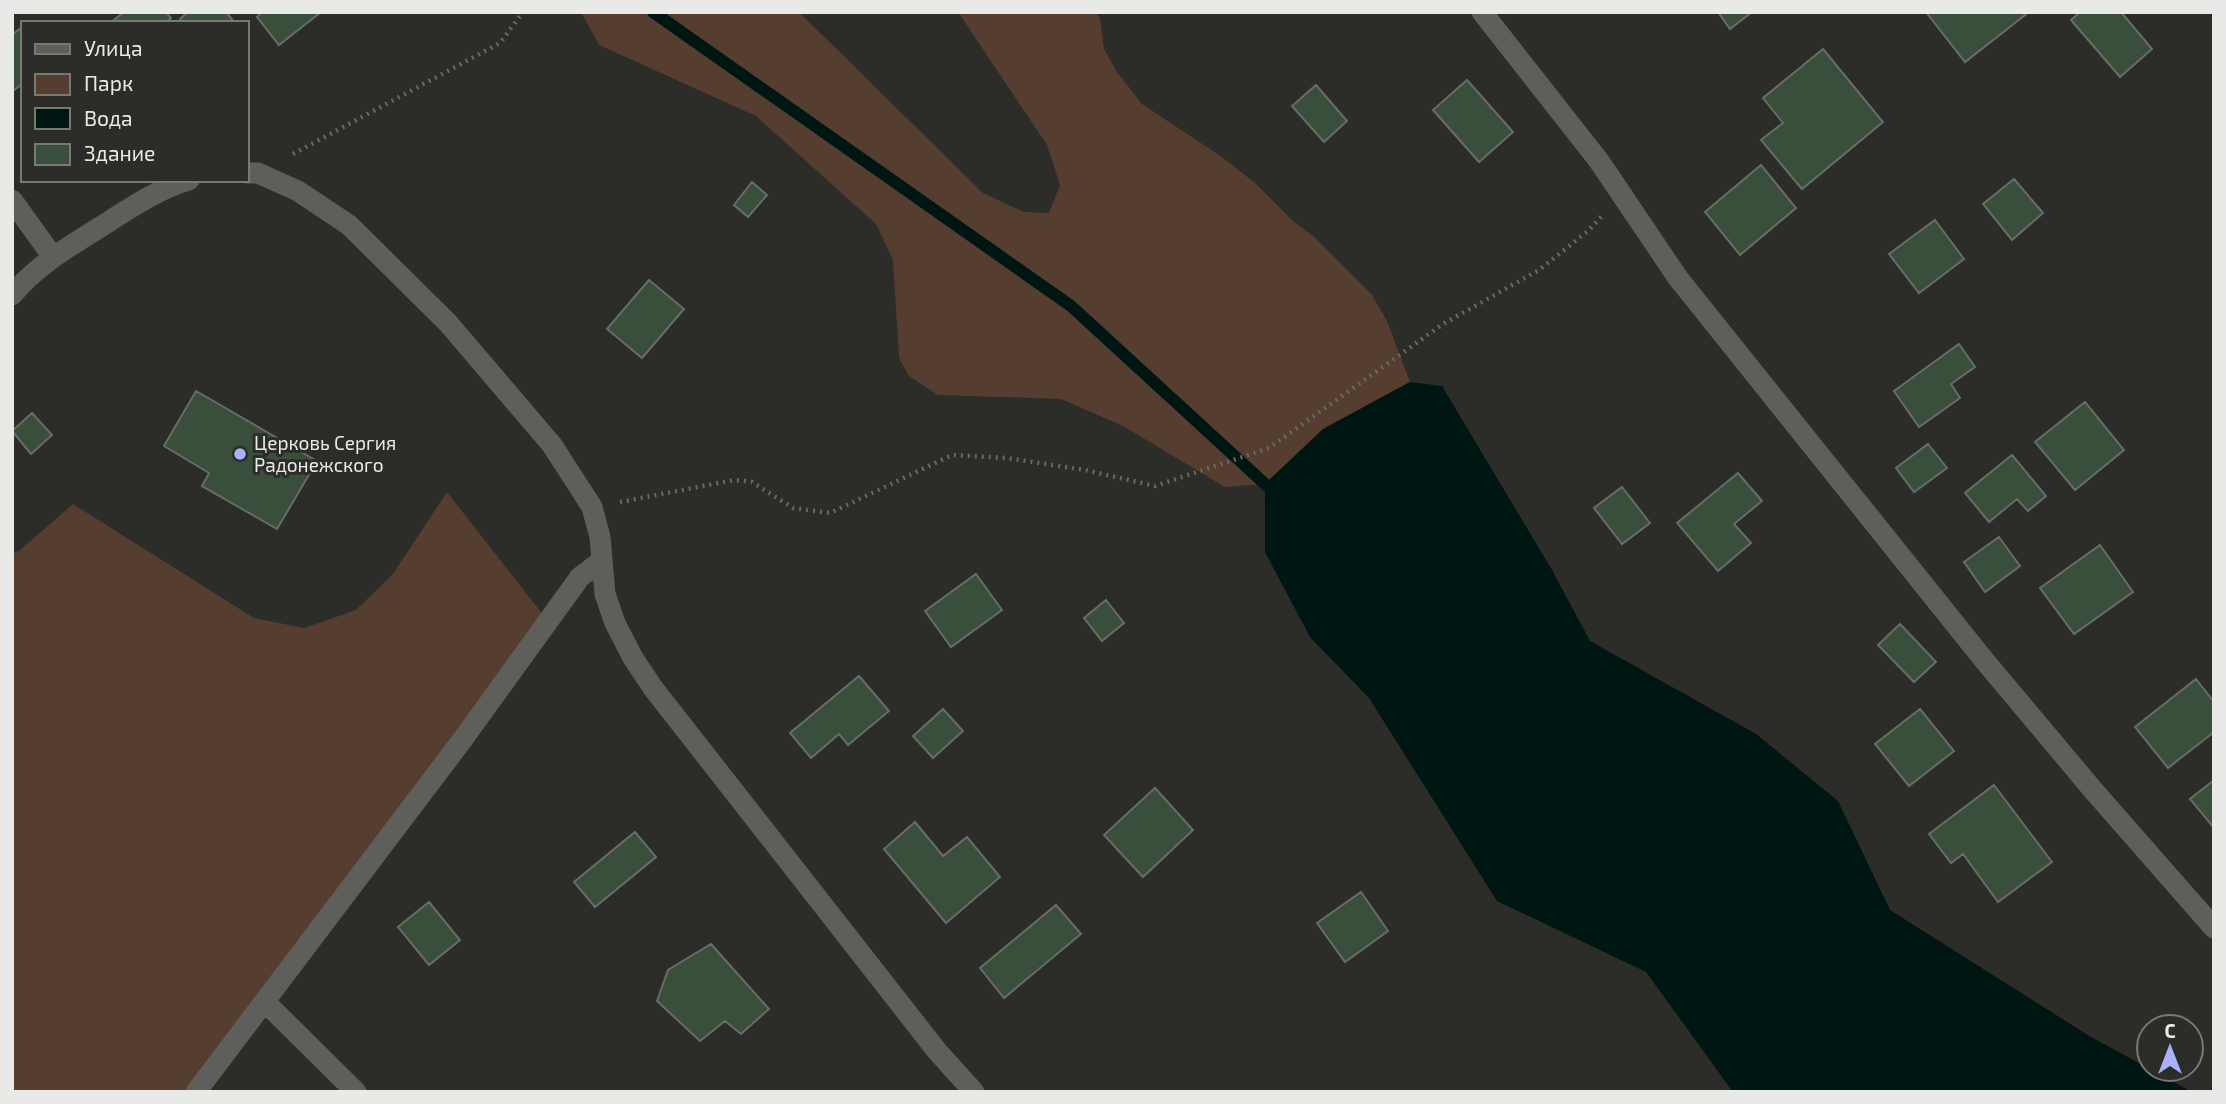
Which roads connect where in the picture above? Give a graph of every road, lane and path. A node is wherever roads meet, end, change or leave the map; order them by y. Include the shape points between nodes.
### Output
1 (523, 12) edge
2 (1482, 12) edge
3 (252, 173) edge
4 (184, 182) edge
5 (1622, 196) junction
6 (12, 200) edge
7 (53, 257) junction
8 (12, 295) edge
9 (592, 507) junction
10 (601, 561) junction
11 (2214, 928) edge
12 (265, 1002) junction
13 (196, 1092) edge
14 (356, 1092) edge
15 (974, 1092) edge

1 - 3 path via 500,43
2 - 5 street
3 - 9 street via 298,191 349,225 448,323 552,445
4 - 7 street via 143,200
5 - 9 path via 1539,270 1443,324 1269,448 1155,486 1007,458 952,456 830,513 793,508 752,482 734,480
5 - 11 street via 1678,278 1984,660
6 - 7 street
7 - 8 street
9 - 10 street
10 - 12 street via 580,577
10 - 15 street via 615,623 653,688
12 - 13 street
12 - 14 street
▬▬▬▬▬▬▬▬▬▬
=== EXERCISE GOAL ===
When you repeat the material above, keep every word exact and leave out the pictures.

=== OUTPUT FOR THIS TASK ===
Which roads connect where in the picture above? Give a graph of every road, lane and path. A node is wherever roads meet, end, change or leave the map; order them by y. Include the shape points between nodes.
### Output
1 (523, 12) edge
2 (1482, 12) edge
3 (252, 173) edge
4 (184, 182) edge
5 (1622, 196) junction
6 (12, 200) edge
7 (53, 257) junction
8 (12, 295) edge
9 (592, 507) junction
10 (601, 561) junction
11 (2214, 928) edge
12 (265, 1002) junction
13 (196, 1092) edge
14 (356, 1092) edge
15 (974, 1092) edge

1 - 3 path via 500,43
2 - 5 street
3 - 9 street via 298,191 349,225 448,323 552,445
4 - 7 street via 143,200
5 - 9 path via 1539,270 1443,324 1269,448 1155,486 1007,458 952,456 830,513 793,508 752,482 734,480
5 - 11 street via 1678,278 1984,660
6 - 7 street
7 - 8 street
9 - 10 street
10 - 12 street via 580,577
10 - 15 street via 615,623 653,688
12 - 13 street
12 - 14 street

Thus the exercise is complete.